Your reply should be an exact copy of every entry, with the pictures removed.

○ ○ ○

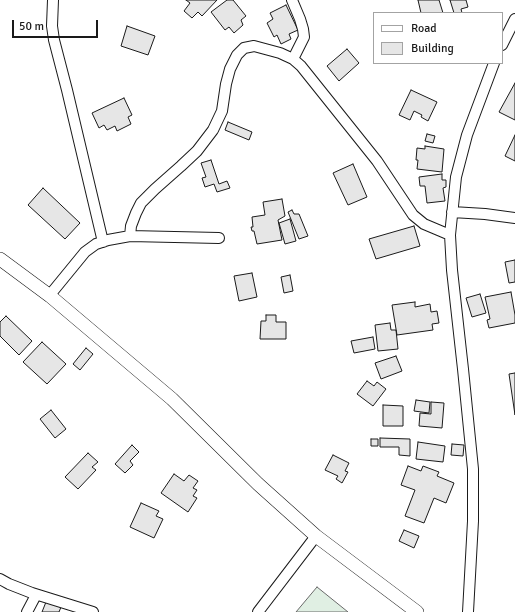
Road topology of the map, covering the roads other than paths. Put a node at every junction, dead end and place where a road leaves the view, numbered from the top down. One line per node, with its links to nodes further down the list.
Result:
1 (53, 0): 12 (street)
2 (292, 0): 5 (street)
3 (515, 19): 4 (street)
4 (503, 43)
5 (293, 59): 9 (street); 10 (street)
6 (494, 64): 7 (street)
7 (452, 212): 8 (street); 9 (street)
8 (515, 218)
9 (450, 235): 22 (street)
10 (130, 236): 11 (street); 12 (street)
11 (219, 238)
12 (103, 242): 14 (street)
13 (0, 259): 14 (street)
14 (49, 296): 15 (street)
15 (316, 536): 20 (street); 21 (street)
16 (0, 580): 17 (street)
17 (36, 595): 18 (street); 19 (street)
18 (27, 612)
19 (93, 612)
20 (258, 612)
21 (417, 612)
22 (468, 612)

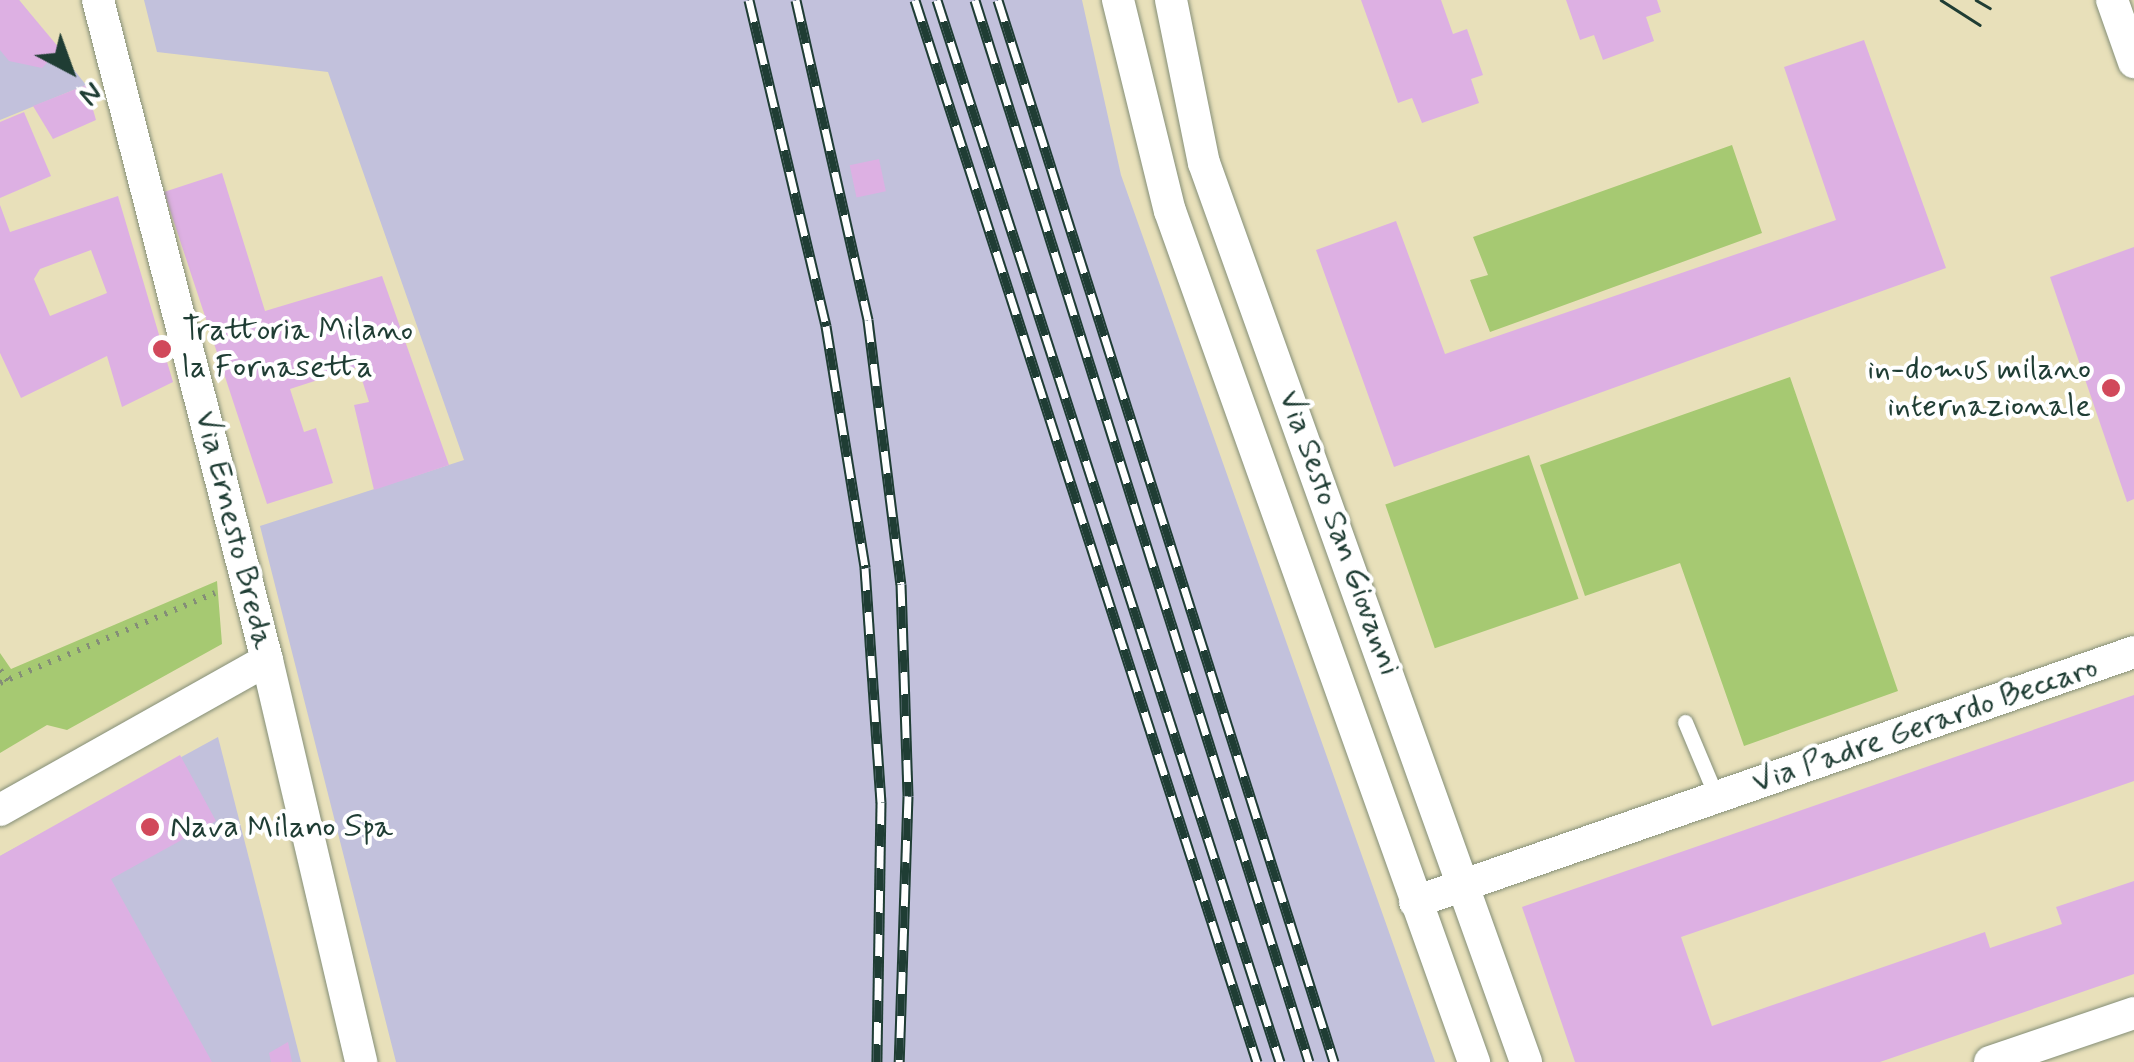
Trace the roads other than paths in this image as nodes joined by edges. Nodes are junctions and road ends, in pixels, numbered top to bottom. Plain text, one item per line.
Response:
1 (98, 0) edge
2 (1118, 0) edge
3 (1171, 0) edge
4 (2114, 0) edge
5 (2134, 62) edge
6 (2134, 652) edge
7 (267, 660) junction
8 (1684, 722) dead end
9 (1717, 798) junction
10 (0, 810) edge
11 (1467, 883) junction
12 (1415, 902) junction
13 (2134, 1013) edge
14 (360, 1062) edge
15 (1474, 1062) edge
16 (1526, 1062) edge
17 (1990, 1062) edge

1 - 7 street, Via Ernesto Breda
2 - 12 street, Via Sesto San Giovanni
3 - 11 street, Via Sesto San Giovanni
4 - 5 street
6 - 9 street, Via Padre Gerardo Beccaro
7 - 10 street
7 - 14 street, Via Ernesto Breda
8 - 9 lane, Via Padre Gerardo Beccaro
9 - 11 street, Via Padre Gerardo Beccaro
11 - 12 street, Via Padre Gerardo Beccaro
11 - 16 street, Via Sesto San Giovanni
12 - 15 street, Via Sesto San Giovanni
13 - 17 street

○ ○ ○

*TASK RESPONSE*.
Road topology of the map, covering the roads other than paths. Put a node at every junction, dead end and place where a road leaves the view, numbered from the top down. One line per node, with its links to nodes further down the list.
Result:
1 (53, 0): 12 (street)
2 (292, 0): 5 (street)
3 (515, 19): 4 (street)
4 (503, 43)
5 (293, 59): 9 (street); 10 (street)
6 (494, 64): 7 (street)
7 (452, 212): 8 (street); 9 (street)
8 (515, 218)
9 (450, 235): 22 (street)
10 (130, 236): 11 (street); 12 (street)
11 (219, 238)
12 (103, 242): 14 (street)
13 (0, 259): 14 (street)
14 (49, 296): 15 (street)
15 (316, 536): 20 (street); 21 (street)
16 (0, 580): 17 (street)
17 (36, 595): 18 (street); 19 (street)
18 (27, 612)
19 (93, 612)
20 (258, 612)
21 (417, 612)
22 (468, 612)

Trace the roads other than paths in this image as nodes joined by edges. Nodes are junctions and road ends, in pixels, numbered top to bottom. Plain text, one item per line.
Response:
1 (98, 0) edge
2 (1118, 0) edge
3 (1171, 0) edge
4 (2114, 0) edge
5 (2134, 62) edge
6 (2134, 652) edge
7 (267, 660) junction
8 (1684, 722) dead end
9 (1717, 798) junction
10 (0, 810) edge
11 (1467, 883) junction
12 (1415, 902) junction
13 (2134, 1013) edge
14 (360, 1062) edge
15 (1474, 1062) edge
16 (1526, 1062) edge
17 (1990, 1062) edge

1 - 7 street, Via Ernesto Breda
2 - 12 street, Via Sesto San Giovanni
3 - 11 street, Via Sesto San Giovanni
4 - 5 street
6 - 9 street, Via Padre Gerardo Beccaro
7 - 10 street
7 - 14 street, Via Ernesto Breda
8 - 9 lane, Via Padre Gerardo Beccaro
9 - 11 street, Via Padre Gerardo Beccaro
11 - 12 street, Via Padre Gerardo Beccaro
11 - 16 street, Via Sesto San Giovanni
12 - 15 street, Via Sesto San Giovanni
13 - 17 street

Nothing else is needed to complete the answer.